Stored dataset items
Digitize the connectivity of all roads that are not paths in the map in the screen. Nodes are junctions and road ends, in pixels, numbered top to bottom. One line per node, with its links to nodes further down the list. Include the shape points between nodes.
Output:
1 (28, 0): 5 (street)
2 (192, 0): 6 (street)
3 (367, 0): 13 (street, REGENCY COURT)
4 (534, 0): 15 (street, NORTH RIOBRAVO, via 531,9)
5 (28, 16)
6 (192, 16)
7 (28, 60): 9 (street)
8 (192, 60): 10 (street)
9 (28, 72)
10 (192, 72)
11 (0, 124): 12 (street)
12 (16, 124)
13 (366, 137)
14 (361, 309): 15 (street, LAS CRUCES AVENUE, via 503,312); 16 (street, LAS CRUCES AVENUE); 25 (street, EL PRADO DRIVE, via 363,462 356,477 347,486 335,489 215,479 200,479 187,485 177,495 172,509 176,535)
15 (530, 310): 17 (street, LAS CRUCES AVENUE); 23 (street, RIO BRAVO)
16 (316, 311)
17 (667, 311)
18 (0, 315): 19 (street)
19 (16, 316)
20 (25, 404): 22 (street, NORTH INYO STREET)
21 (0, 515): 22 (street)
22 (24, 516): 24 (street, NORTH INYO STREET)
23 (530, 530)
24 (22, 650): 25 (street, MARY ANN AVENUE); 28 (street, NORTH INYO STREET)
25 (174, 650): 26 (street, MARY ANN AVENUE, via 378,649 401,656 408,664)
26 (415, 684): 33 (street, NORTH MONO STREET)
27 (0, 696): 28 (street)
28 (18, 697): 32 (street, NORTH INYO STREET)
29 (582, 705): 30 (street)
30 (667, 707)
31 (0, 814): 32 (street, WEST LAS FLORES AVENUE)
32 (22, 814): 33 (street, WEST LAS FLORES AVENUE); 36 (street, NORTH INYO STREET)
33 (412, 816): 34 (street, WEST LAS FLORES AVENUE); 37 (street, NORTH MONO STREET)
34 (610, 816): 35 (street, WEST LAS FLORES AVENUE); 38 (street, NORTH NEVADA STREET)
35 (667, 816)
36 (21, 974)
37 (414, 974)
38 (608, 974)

Task instructions - From the lines above, copy those that contain the word "MONO".

Task result -
26 (415, 684): 33 (street, NORTH MONO STREET)
33 (412, 816): 34 (street, WEST LAS FLORES AVENUE); 37 (street, NORTH MONO STREET)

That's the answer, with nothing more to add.